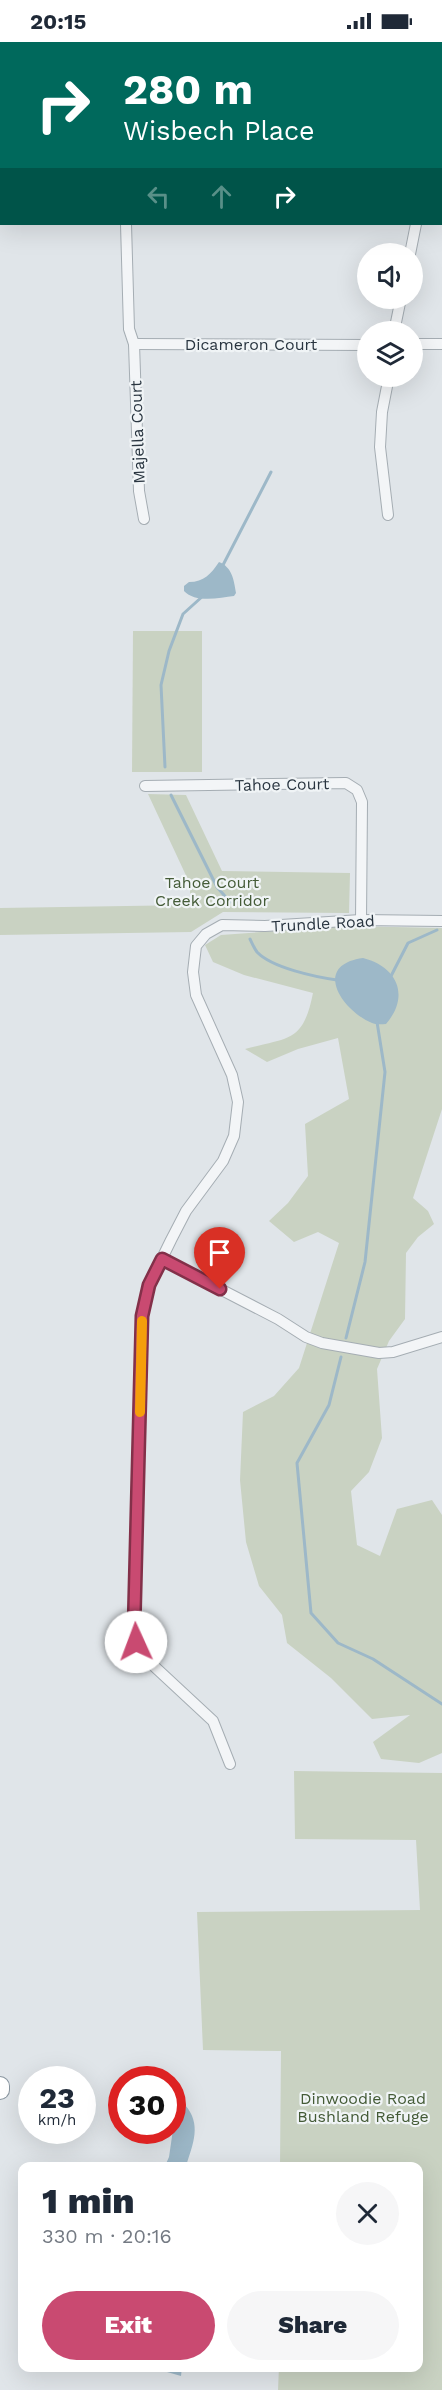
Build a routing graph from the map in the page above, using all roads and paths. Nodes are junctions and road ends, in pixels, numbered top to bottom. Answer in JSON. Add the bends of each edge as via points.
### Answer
{"nodes":[{"id":1,"x":126,"y":225,"type":"edge"},
{"id":2,"x":416,"y":225,"type":"edge"},
{"id":3,"x":412,"y":243,"type":"edge"},
{"id":4,"x":134,"y":344,"type":"junction"},
{"id":5,"x":423,"y":344,"type":"edge"},
{"id":6,"x":442,"y":344,"type":"edge"},
{"id":7,"x":357,"y":345,"type":"edge"},
{"id":8,"x":387,"y":387,"type":"edge"},
{"id":9,"x":388,"y":515,"type":"dead end"},
{"id":10,"x":144,"y":519,"type":"dead end"},
{"id":11,"x":145,"y":786,"type":"dead end"},
{"id":12,"x":361,"y":920,"type":"junction"},
{"id":13,"x":442,"y":921,"type":"edge"},
{"id":14,"x":162,"y":1259,"type":"junction"},
{"id":15,"x":442,"y":1337,"type":"edge"},
{"id":16,"x":230,"y":1764,"type":"dead end"}],
"edges":[{"from":1,"to":4,"type":"street","name":"Majella Court","via":[[129,328]]},
{"from":2,"to":3,"type":"street"},
{"from":4,"to":7,"type":"street","name":"Dicameron Court"},
{"from":4,"to":10,"type":"street","name":"Majella Court","via":[[139,491]]},
{"from":5,"to":6,"type":"street"},
{"from":8,"to":9,"type":"street","via":[[380,447]]},
{"from":11,"to":12,"type":"street","name":"Tahoe Court","via":[[346,783],[357,790],[362,802]]},
{"from":12,"to":13,"type":"street","name":"Trundle Road"},
{"from":12,"to":14,"type":"street","name":"Trundle Road","via":[[222,925],[206,934],[196,946],[196,995],[232,1075],[238,1102],[234,1136],[224,1161],[186,1211]]},
{"from":14,"to":15,"type":"street","via":[[322,1343],[379,1353]]},
{"from":14,"to":16,"type":"street","via":[[149,1285],[142,1316],[134,1629],[141,1655],[213,1721]]}]}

· · ·

**TASK:** All text in the material above must be written out exactly; the images are to be skipped.

**ANSWER BOX:**
Build a routing graph from the map in the page above, using all roads and paths. Nodes are junctions and road ends, in pixels, numbered top to bottom. Answer in JSON. Add the bends of each edge as via points.
### Answer
{"nodes":[{"id":1,"x":126,"y":225,"type":"edge"},
{"id":2,"x":416,"y":225,"type":"edge"},
{"id":3,"x":412,"y":243,"type":"edge"},
{"id":4,"x":134,"y":344,"type":"junction"},
{"id":5,"x":423,"y":344,"type":"edge"},
{"id":6,"x":442,"y":344,"type":"edge"},
{"id":7,"x":357,"y":345,"type":"edge"},
{"id":8,"x":387,"y":387,"type":"edge"},
{"id":9,"x":388,"y":515,"type":"dead end"},
{"id":10,"x":144,"y":519,"type":"dead end"},
{"id":11,"x":145,"y":786,"type":"dead end"},
{"id":12,"x":361,"y":920,"type":"junction"},
{"id":13,"x":442,"y":921,"type":"edge"},
{"id":14,"x":162,"y":1259,"type":"junction"},
{"id":15,"x":442,"y":1337,"type":"edge"},
{"id":16,"x":230,"y":1764,"type":"dead end"}],
"edges":[{"from":1,"to":4,"type":"street","name":"Majella Court","via":[[129,328]]},
{"from":2,"to":3,"type":"street"},
{"from":4,"to":7,"type":"street","name":"Dicameron Court"},
{"from":4,"to":10,"type":"street","name":"Majella Court","via":[[139,491]]},
{"from":5,"to":6,"type":"street"},
{"from":8,"to":9,"type":"street","via":[[380,447]]},
{"from":11,"to":12,"type":"street","name":"Tahoe Court","via":[[346,783],[357,790],[362,802]]},
{"from":12,"to":13,"type":"street","name":"Trundle Road"},
{"from":12,"to":14,"type":"street","name":"Trundle Road","via":[[222,925],[206,934],[196,946],[196,995],[232,1075],[238,1102],[234,1136],[224,1161],[186,1211]]},
{"from":14,"to":15,"type":"street","via":[[322,1343],[379,1353]]},
{"from":14,"to":16,"type":"street","via":[[149,1285],[142,1316],[134,1629],[141,1655],[213,1721]]}]}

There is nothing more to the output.